If you cook at all, you have noticed that ALL of the chefs on the Food Network, even Rachel Ray, not only use FRESH herbs.but when they even SPEAK the word dried herbs make a face as if they are sniffing bad cheese.
Hello Food Network folks... this is the real world... people use dried herbs. Hell, most people use old dried herbs. While I love fresh tool, I cannot justify buying a $3.99 bunch of farm fresh dill when I need one tablespoon in a recipe for Phyllo wrapped Spinach and Feta. After I use it, it rots in the drawer of the fridge. Ummm... I have a $3.99 bunch of fresh dill rotting in there right now!
However, I can justify paying $2.99 for a tube of Gourmet Gardens dill paste to keep in the fridge for Chicken, Fish, and Shrimp recipes for the next couple of months. Gourmet Garden Herb blends are fantastic - they add fresh flavor and dont waste your dollars.

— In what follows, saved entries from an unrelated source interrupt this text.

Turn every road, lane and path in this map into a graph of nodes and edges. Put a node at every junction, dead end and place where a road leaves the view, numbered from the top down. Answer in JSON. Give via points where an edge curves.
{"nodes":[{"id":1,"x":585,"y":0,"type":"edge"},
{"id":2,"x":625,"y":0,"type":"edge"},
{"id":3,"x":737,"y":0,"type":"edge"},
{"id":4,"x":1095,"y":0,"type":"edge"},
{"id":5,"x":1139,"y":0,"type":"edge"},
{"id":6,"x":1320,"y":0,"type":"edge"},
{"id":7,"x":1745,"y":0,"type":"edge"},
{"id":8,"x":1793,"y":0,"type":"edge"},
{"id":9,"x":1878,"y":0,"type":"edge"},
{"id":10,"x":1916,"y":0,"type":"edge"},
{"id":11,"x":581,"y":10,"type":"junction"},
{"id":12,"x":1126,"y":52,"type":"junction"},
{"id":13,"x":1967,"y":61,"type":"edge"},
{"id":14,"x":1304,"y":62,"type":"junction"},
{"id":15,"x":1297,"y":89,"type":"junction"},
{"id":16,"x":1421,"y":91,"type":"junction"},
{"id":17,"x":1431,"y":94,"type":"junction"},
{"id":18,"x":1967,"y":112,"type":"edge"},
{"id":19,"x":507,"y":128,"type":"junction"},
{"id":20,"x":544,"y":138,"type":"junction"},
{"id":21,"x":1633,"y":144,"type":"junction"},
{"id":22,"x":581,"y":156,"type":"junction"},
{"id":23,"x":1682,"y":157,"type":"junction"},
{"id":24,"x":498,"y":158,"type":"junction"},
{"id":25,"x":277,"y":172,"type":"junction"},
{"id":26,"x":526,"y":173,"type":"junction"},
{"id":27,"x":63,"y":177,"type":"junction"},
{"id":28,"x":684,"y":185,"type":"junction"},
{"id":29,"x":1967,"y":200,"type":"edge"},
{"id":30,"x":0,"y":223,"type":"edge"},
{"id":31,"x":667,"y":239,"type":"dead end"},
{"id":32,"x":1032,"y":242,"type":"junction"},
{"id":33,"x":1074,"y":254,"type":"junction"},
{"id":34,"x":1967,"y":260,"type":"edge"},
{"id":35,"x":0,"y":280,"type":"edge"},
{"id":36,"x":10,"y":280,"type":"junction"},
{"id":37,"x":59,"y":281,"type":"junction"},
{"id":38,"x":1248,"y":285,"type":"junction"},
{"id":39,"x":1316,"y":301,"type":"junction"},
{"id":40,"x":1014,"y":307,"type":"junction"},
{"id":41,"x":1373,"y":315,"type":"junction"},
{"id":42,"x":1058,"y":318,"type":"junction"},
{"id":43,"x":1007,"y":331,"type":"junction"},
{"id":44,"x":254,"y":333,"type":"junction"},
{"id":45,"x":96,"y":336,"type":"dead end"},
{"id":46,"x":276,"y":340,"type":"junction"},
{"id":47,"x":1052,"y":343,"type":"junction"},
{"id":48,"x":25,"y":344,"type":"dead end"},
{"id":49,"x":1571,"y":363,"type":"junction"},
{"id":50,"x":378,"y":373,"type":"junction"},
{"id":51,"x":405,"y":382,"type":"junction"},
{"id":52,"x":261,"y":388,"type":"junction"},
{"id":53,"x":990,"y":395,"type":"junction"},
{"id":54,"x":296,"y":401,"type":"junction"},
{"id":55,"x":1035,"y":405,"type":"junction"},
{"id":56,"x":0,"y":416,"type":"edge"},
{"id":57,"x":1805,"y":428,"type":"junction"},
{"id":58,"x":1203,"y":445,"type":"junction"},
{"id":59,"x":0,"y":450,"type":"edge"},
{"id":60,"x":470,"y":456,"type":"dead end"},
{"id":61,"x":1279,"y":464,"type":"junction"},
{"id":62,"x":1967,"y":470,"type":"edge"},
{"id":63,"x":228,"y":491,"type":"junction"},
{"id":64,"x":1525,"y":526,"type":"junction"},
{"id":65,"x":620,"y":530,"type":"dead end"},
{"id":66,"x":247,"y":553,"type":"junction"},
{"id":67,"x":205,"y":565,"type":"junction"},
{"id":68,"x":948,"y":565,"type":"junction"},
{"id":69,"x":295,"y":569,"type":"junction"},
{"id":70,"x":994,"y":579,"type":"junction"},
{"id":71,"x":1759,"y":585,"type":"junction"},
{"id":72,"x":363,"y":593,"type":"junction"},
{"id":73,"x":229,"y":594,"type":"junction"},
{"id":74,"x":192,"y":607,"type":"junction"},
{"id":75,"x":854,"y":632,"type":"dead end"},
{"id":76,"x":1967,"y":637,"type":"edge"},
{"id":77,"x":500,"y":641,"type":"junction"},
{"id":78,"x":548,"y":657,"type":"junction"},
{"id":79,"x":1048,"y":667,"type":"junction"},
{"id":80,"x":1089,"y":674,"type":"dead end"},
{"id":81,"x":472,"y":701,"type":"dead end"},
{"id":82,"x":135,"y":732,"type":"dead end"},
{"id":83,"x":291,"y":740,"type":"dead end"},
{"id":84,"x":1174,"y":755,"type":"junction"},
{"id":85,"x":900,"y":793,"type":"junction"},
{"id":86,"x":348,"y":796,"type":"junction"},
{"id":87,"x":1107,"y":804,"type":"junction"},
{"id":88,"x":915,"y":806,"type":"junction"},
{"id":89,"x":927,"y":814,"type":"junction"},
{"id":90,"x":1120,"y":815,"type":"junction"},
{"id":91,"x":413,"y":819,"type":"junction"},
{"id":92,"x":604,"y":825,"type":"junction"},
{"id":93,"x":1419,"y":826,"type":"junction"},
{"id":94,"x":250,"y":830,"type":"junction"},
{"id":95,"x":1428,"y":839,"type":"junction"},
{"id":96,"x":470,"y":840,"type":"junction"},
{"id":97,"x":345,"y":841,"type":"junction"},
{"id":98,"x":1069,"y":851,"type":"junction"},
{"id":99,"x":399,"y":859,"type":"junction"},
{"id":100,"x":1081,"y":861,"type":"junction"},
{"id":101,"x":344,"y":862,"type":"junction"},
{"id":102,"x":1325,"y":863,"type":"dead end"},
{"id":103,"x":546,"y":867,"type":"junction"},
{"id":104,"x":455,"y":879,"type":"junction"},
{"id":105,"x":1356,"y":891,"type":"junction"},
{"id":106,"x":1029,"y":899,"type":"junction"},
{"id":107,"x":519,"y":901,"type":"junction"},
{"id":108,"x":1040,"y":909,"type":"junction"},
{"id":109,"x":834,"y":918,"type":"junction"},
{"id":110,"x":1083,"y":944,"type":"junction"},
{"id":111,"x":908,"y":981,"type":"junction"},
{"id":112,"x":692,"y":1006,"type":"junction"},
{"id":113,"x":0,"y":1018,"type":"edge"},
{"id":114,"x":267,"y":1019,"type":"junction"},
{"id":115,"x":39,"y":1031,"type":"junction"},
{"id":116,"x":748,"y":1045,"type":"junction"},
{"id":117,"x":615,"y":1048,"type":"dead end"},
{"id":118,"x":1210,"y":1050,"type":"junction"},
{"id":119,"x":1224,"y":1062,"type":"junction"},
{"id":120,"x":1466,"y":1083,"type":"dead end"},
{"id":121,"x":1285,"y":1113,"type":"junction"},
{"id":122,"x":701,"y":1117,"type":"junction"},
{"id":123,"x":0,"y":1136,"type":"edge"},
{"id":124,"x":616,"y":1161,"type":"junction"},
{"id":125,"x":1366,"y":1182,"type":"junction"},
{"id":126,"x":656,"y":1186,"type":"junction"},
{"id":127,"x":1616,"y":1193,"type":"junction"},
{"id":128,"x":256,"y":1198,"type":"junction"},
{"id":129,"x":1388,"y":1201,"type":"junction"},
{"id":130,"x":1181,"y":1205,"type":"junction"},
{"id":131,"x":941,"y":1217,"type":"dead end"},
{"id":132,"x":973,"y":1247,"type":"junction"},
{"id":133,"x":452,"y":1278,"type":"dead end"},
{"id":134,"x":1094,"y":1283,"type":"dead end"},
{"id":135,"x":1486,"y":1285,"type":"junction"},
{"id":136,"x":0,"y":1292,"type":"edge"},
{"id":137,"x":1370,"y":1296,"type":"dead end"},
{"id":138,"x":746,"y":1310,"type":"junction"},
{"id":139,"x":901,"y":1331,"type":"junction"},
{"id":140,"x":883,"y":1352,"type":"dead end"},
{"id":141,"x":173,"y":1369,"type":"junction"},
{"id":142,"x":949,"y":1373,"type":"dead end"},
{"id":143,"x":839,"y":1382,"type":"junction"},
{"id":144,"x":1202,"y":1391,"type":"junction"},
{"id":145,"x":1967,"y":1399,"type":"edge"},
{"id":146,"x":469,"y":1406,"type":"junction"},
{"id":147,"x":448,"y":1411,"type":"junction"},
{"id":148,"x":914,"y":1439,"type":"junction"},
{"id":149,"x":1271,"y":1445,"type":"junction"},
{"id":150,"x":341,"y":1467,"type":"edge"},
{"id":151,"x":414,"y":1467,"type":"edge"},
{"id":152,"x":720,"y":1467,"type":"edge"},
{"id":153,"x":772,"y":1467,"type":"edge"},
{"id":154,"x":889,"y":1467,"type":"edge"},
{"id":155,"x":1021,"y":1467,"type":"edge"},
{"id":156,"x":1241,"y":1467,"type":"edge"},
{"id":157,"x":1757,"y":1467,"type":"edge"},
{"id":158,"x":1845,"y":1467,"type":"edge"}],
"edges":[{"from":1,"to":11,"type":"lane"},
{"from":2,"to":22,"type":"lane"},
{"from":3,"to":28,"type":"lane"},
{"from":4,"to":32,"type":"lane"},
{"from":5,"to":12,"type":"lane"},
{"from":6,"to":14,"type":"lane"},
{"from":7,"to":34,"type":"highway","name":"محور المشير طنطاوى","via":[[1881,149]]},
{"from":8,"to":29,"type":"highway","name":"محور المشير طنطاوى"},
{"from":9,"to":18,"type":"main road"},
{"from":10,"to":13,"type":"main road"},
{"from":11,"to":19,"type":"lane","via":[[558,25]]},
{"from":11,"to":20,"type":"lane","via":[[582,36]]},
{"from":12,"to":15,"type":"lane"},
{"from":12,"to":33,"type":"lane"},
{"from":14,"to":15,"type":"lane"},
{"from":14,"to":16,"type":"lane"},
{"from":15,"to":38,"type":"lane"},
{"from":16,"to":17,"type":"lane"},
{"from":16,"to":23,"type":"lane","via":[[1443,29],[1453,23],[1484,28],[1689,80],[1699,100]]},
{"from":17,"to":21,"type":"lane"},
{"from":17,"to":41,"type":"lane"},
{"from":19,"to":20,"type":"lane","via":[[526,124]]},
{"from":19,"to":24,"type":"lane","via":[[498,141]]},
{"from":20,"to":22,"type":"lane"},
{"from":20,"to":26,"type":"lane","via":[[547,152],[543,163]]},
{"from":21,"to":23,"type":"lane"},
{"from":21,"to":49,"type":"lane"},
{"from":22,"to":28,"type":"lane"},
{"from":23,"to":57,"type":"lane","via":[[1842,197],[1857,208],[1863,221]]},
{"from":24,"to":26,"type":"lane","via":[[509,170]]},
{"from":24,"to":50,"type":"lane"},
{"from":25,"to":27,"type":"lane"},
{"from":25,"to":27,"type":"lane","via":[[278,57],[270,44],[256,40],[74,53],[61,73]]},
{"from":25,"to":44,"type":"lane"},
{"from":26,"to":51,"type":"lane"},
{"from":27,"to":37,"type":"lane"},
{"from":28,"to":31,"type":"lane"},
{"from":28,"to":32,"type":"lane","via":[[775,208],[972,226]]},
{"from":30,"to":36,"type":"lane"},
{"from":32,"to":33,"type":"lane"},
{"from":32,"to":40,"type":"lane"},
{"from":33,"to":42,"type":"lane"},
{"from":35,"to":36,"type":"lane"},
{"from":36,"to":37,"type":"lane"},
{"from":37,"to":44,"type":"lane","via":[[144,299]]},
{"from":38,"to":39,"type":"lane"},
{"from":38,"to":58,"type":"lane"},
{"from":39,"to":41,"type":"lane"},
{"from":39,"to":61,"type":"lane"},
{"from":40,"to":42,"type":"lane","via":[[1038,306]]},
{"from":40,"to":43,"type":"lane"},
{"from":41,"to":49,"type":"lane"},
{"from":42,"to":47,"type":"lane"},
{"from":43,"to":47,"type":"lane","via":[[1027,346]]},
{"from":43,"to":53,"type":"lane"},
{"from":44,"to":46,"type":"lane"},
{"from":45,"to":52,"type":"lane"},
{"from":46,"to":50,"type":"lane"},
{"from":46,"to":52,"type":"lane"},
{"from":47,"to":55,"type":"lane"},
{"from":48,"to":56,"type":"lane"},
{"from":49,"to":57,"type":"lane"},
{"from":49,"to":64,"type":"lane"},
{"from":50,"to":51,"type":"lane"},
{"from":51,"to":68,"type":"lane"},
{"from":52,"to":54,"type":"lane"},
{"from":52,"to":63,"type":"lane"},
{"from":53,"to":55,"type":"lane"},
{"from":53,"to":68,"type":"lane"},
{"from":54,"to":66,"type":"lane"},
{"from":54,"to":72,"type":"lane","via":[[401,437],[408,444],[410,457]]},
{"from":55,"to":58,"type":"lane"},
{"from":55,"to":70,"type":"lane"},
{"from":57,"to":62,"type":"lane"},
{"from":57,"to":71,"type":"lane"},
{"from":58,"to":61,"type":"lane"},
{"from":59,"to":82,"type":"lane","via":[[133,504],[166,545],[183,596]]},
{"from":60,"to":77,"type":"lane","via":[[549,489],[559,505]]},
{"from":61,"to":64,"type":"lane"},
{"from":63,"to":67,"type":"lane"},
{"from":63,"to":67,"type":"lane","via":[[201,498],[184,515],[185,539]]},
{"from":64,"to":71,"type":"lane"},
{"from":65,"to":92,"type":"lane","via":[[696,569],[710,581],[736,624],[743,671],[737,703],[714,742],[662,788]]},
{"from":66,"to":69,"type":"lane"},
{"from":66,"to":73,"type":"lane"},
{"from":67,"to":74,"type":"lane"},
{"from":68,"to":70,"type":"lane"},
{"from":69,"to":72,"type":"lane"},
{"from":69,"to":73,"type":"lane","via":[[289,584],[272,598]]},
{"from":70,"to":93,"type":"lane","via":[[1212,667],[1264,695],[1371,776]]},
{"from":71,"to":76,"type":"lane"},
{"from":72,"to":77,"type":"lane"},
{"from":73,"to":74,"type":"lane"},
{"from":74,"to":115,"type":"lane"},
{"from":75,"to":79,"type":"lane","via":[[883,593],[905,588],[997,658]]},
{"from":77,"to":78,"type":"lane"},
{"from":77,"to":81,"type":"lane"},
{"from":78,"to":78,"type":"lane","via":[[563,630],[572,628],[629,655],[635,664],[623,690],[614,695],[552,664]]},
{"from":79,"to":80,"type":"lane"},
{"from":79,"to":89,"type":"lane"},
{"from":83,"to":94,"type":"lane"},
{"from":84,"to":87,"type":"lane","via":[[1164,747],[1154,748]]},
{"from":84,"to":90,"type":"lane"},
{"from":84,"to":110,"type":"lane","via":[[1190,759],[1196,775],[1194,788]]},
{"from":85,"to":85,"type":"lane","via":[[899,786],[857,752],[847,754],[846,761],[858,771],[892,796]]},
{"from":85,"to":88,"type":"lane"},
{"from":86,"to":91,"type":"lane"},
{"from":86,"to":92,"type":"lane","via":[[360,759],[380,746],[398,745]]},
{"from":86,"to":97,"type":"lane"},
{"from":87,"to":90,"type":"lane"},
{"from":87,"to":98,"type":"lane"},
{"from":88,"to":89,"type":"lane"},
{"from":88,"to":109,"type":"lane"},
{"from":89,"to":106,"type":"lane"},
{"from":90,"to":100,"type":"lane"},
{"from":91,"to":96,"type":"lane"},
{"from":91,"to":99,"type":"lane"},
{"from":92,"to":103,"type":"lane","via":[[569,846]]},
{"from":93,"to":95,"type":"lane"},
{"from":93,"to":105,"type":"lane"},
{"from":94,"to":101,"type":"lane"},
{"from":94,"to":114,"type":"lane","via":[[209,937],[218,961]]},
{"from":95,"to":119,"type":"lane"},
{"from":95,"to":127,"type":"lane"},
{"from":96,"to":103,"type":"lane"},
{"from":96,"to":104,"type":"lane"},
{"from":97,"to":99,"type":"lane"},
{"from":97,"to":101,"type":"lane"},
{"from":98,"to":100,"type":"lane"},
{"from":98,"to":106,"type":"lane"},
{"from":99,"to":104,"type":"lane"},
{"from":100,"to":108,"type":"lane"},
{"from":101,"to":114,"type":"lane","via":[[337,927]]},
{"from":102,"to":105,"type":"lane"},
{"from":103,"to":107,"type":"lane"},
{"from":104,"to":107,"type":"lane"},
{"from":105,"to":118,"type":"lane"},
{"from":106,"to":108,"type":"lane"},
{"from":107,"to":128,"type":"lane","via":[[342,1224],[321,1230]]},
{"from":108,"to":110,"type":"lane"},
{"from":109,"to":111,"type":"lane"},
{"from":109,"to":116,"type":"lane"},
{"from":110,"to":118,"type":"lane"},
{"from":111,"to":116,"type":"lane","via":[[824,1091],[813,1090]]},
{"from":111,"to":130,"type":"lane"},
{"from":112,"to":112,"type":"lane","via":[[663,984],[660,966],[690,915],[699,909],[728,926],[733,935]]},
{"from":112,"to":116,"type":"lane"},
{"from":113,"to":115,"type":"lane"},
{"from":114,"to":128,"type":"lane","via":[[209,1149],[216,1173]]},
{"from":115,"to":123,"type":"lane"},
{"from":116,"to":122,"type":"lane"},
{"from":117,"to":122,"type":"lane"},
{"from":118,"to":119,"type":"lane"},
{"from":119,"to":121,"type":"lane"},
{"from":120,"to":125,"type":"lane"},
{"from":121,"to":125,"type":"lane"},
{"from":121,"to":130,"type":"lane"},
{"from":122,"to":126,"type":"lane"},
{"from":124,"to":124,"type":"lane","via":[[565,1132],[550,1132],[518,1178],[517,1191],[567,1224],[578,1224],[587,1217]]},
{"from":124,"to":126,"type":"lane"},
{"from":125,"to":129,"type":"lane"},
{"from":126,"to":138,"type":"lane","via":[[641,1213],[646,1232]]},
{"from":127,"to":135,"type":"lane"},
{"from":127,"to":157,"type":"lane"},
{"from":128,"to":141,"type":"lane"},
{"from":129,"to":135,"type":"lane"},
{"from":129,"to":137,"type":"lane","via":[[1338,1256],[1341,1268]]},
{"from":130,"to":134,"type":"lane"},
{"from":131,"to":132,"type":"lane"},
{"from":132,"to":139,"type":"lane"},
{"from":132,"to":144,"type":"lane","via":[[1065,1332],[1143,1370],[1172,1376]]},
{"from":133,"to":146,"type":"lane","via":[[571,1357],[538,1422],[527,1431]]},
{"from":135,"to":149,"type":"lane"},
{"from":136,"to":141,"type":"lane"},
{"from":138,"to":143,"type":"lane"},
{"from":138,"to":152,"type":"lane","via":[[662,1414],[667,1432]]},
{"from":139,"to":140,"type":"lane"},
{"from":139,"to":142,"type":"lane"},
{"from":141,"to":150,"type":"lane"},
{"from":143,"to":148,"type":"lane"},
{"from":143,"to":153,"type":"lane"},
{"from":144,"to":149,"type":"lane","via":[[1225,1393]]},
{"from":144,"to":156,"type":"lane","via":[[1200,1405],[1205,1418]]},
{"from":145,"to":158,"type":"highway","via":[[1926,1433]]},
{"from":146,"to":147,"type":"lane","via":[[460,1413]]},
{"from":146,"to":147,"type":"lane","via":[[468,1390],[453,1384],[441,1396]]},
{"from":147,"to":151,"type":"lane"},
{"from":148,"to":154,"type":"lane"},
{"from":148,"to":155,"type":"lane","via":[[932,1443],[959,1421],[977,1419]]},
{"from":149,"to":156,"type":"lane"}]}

I always keep a tube of Dill and Basil in the fridge for whipping up a quick marinade - a tablespoon olive oil, a squeeze of Gourmet Garden Herbs, salt, pepper, and a squeeze of lemon, lime, or splash of balsamic. Whisk your mixture and spoon over your chicken, fish, turkey, or shrimp and roast until done. What flavor! Give one a try and you will soon have a collection for your fridge door too.